▶ _DATA FOR REVIEW_
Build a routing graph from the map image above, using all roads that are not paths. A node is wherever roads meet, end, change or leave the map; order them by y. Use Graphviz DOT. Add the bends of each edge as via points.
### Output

...

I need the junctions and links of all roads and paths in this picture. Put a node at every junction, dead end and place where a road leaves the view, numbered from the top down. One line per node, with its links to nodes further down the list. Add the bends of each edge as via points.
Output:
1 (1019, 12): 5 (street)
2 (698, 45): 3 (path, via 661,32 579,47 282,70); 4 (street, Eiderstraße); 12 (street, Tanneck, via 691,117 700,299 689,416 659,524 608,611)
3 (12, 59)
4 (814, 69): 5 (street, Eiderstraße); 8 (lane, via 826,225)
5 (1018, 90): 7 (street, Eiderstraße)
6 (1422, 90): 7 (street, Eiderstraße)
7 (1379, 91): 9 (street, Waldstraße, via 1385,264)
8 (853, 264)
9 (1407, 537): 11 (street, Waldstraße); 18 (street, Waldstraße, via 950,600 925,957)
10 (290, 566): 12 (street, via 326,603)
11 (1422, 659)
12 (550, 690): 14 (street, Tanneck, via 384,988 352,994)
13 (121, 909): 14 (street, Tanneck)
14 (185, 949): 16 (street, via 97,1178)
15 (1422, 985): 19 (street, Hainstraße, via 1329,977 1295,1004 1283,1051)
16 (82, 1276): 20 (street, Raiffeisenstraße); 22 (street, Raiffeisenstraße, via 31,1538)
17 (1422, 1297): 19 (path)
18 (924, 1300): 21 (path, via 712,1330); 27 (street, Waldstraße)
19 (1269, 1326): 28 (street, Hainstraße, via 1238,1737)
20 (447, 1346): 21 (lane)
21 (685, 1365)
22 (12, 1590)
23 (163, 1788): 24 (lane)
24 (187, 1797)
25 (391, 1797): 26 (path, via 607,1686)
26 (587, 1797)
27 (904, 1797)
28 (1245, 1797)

* * *

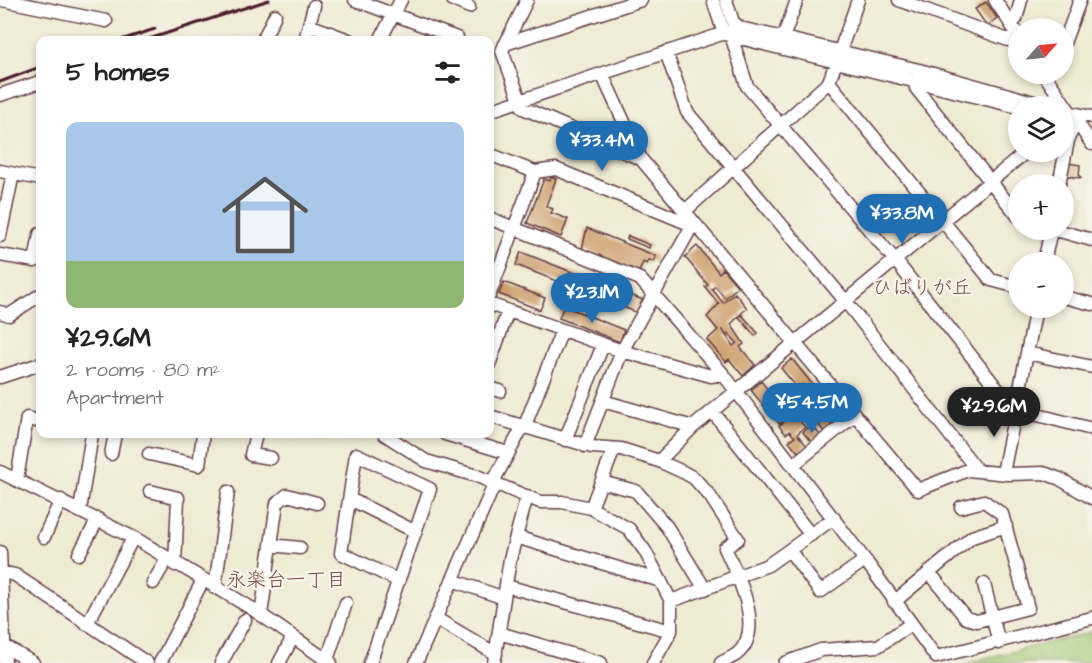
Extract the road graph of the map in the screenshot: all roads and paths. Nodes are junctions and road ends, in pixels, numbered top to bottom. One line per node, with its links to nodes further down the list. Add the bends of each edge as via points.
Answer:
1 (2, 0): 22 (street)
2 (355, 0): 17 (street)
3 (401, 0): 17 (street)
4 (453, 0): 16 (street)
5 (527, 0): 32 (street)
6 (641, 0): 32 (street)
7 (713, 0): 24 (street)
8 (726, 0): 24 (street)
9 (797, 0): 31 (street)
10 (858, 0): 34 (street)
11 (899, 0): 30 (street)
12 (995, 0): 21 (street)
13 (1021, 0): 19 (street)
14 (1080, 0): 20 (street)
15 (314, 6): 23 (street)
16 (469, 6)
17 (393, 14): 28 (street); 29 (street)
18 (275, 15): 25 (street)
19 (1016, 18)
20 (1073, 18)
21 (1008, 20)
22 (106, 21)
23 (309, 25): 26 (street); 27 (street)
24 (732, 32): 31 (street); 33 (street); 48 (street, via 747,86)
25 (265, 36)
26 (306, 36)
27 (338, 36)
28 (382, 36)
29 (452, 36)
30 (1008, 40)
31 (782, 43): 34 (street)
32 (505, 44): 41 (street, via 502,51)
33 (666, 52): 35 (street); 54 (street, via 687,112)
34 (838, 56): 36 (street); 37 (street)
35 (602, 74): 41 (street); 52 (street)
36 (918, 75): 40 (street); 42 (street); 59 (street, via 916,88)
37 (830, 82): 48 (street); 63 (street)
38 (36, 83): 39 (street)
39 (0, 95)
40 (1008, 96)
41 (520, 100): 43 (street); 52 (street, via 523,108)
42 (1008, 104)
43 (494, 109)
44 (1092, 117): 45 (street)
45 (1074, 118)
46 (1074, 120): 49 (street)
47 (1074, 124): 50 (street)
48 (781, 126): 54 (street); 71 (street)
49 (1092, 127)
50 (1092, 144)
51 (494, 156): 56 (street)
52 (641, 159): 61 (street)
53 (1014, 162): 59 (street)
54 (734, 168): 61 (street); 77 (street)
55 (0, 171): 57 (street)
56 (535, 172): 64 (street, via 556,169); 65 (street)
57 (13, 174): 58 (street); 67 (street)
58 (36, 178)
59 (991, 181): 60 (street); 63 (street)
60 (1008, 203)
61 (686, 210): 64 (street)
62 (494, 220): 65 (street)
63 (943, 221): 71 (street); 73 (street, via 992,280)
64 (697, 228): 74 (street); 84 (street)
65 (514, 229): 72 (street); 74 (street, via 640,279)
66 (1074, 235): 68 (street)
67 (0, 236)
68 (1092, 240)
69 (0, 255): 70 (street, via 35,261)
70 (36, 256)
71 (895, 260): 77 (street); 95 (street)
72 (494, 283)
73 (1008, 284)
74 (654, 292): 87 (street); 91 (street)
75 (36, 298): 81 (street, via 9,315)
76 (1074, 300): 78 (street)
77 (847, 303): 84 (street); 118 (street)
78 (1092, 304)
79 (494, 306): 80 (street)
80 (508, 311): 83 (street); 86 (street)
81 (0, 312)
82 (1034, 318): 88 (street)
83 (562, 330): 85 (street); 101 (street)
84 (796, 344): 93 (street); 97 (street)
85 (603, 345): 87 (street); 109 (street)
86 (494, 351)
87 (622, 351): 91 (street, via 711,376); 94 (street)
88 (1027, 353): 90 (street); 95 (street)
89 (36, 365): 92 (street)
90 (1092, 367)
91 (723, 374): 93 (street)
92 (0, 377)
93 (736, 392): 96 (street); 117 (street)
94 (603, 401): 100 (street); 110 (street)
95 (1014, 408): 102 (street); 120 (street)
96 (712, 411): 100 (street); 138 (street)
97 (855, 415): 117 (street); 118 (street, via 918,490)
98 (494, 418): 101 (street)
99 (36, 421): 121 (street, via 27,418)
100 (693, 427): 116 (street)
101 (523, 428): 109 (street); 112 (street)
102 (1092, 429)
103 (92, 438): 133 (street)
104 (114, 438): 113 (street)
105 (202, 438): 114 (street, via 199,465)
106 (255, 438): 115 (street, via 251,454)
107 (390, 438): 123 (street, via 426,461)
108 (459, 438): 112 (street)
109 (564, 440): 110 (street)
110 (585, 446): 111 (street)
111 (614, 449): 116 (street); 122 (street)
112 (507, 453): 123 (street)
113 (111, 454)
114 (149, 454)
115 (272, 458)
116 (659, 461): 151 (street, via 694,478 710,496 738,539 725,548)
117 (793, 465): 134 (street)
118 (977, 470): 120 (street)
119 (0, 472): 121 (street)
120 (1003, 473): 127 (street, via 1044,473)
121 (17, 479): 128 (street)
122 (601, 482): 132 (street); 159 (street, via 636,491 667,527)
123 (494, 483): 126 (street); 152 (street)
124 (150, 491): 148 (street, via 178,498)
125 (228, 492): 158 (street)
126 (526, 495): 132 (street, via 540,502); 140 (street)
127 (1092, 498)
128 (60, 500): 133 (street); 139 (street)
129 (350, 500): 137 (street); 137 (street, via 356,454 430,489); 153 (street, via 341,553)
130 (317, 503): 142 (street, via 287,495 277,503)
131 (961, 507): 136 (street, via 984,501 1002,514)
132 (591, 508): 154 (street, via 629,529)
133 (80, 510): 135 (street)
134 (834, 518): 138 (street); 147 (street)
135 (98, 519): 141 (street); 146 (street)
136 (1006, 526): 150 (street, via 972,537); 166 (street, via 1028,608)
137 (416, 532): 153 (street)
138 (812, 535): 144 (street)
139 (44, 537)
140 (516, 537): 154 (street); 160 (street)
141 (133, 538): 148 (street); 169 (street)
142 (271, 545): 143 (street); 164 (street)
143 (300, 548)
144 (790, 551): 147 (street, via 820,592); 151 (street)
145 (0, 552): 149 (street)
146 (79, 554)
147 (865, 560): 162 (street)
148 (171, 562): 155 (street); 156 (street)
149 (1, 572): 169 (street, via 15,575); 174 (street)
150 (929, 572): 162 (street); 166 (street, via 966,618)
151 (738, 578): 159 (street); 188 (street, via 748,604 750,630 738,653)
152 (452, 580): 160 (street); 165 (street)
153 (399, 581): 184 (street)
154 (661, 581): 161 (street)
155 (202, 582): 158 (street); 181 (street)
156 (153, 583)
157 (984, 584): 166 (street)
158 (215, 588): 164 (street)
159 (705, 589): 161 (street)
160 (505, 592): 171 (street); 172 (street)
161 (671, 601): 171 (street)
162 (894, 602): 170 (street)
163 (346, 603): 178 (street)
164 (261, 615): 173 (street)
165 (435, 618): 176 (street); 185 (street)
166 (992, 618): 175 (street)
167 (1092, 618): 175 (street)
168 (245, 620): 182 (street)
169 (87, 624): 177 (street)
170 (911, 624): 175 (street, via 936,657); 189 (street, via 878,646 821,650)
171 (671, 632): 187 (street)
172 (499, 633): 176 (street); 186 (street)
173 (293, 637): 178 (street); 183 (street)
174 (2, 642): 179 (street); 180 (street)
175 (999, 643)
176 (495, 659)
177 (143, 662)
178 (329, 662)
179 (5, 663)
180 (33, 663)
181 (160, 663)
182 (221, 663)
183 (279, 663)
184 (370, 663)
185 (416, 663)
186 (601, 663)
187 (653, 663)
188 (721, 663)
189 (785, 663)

▶ _EXERCISE DIRECTIONS_
Each line in the data that holds the string "node" must be returned.

▶ _TASK SOLUTION_
Build a routing graph from the map image above, using all roads that are not paths. A node is wherever roads meet, end, change or leave the map; order them by y. Use Graphviz DOT. Add the bends of each edge as via points.
I need the junctions and links of all roads and paths in this picture. Put a node at every junction, dead end and place where a road leaves the view, numbered from the top down. One line per node, with its links to nodes further down the list. Add the bends of each edge as via points.
Extract the road graph of the map in the screenshot: all roads and paths. Nodes are junctions and road ends, in pixels, numbered top to bottom. One line per node, with its links to nodes further down the list. Add the bends of each edge as via points.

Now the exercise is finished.